Los viajes internacionales de Juan Bosch y su evolución política

Ese modelo sueco —democrático, social, pluralista y sin partido único— fue siempre el más cercano a su ideal político. No era el socialismo de los comités centrales ni de la policía política, sino el de la justicia social compatible con la libertad.

Posteriormente visitó Yugoslavia y Rumania, y más tarde Corea del Norte, Vietnam, China y Camboya.

En Rumania conoció personalmente a Nicolae Ceau?escu. Esos viajes no reforzaron su fe en el socialismo real; al contrario, consolidaron su escepticismo.

    Bosch nunca ocultó que la Unión Soviética no le agradó jamás. Incluso relataba un episodio aparentemente menor —una seña obscena de una prostituta durante una escala en un aeropuerto soviético— como símbolo de una degradación moral que, para él, trascendía la anécdota y revelaba el trasfondo de un sistema.

    En abril de 1970, Bosch regresó definitivamente a la República Dominicana. A partir de entonces no volvió a visitar países del bloque socialista europeo ni asiático. Su experiencia estaba concluida.

    A Suecia regresó en enero de 1975 después de estar en Italia, donde había estado como Presidente de la República electo en Enero de 1963.

    Desde Estocolmo me envió una tarjeta postal, gesto sencillo pero revelador de su estima por Suecia y por su modelo político.

    En ese mismo viaje pasó por Cuba, donde visitó a su hijo Patricio nacido en La Habana durante la época del gobierno de Ramón Grau San Martín.

    Muchos años después, en diciembre de 1989, viajamos juntos —Bosch, su esposa y yo— a Madrid, en pleno derrumbe del bloque socialista europeo.

    Bosch no hablaba extensamente del tema en conversaciones privadas, pero observaba.

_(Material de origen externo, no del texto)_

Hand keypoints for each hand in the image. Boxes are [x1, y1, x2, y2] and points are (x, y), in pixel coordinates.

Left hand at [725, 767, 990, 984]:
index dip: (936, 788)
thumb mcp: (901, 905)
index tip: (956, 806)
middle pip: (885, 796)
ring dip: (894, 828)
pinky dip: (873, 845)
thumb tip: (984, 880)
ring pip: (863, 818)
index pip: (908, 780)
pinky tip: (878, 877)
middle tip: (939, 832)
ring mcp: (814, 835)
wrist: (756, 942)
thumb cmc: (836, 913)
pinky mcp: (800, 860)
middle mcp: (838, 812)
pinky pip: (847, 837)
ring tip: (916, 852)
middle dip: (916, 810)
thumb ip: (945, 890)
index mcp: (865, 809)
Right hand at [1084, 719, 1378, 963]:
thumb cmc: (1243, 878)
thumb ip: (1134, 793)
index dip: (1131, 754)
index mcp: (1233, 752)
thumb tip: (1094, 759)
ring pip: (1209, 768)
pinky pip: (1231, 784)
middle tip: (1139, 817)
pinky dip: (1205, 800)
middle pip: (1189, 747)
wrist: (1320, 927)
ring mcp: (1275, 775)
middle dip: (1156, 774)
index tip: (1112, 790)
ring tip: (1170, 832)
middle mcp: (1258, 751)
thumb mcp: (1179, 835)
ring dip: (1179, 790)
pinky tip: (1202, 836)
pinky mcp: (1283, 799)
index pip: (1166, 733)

Esta vez sí elogió la gestión del Gobierno de Felipe González en España.

    En esta etapa de cambios escribió en Vanguardia del Pueblo una serie de artículos analizando la Perestroika, con su habitual prudencia intelectual.

    Y en 1990, ante la Cámara Americana de Comercio, afirmó algo que sorprendió incluso a viejos seguidores: si volvía a ser presidente, privatizaría los ingenios azucareros y las empresas del Estado.

    Aquella declaración ante el empresariado nacional y extranjero marcó un punto de no retorno en su pensamiento económico, si bien como Presidente en 1963 también fue favorable al desarrollo empresarial.

    El fusilamiento de Nicolae Ceaușescu y su esposa en diciembre de 1989, cuando estábamos en Madrid, tras un juicio sumario que fue más venganza que justicia, debió conmocionarlo profundamente.

    Bosch nunca fue comunista, pero sí fue un humanista riguroso. La ejecución televisada de un dictador simbolizaba no solo el fin de un régimen, sino la bancarrota moral del socialismo autoritario, incapaz de ofrecer una salida digna incluso en su propia caída.

    A la distancia, resulta claro que Juan Bosch no renegó de la justicia social ni de la necesidad de corregir las desigualdades del capitalismo periférico.

    Lo que abandonó fue la ilusión de que los regímenes autoritarios —de izquierda o de derecha— pudieran producir sociedades libres, justas y moralmente sanas.

    Su recorrido internacional no fue ideológico, sino empírico. Observó, comparó y concluyó.

    Ese Bosch, el que regresó en 1970 y el que habló en 1990, ya no era el dirigente atrapado en las simplificaciones de la Guerra Fría.

    Era un pensador histórico que había visto de cerca el poder, sus mitologías y sus ruinas. Y por eso, quizás, su juicio final sobre el socialismo real fue más elocuente que cualquier consigna.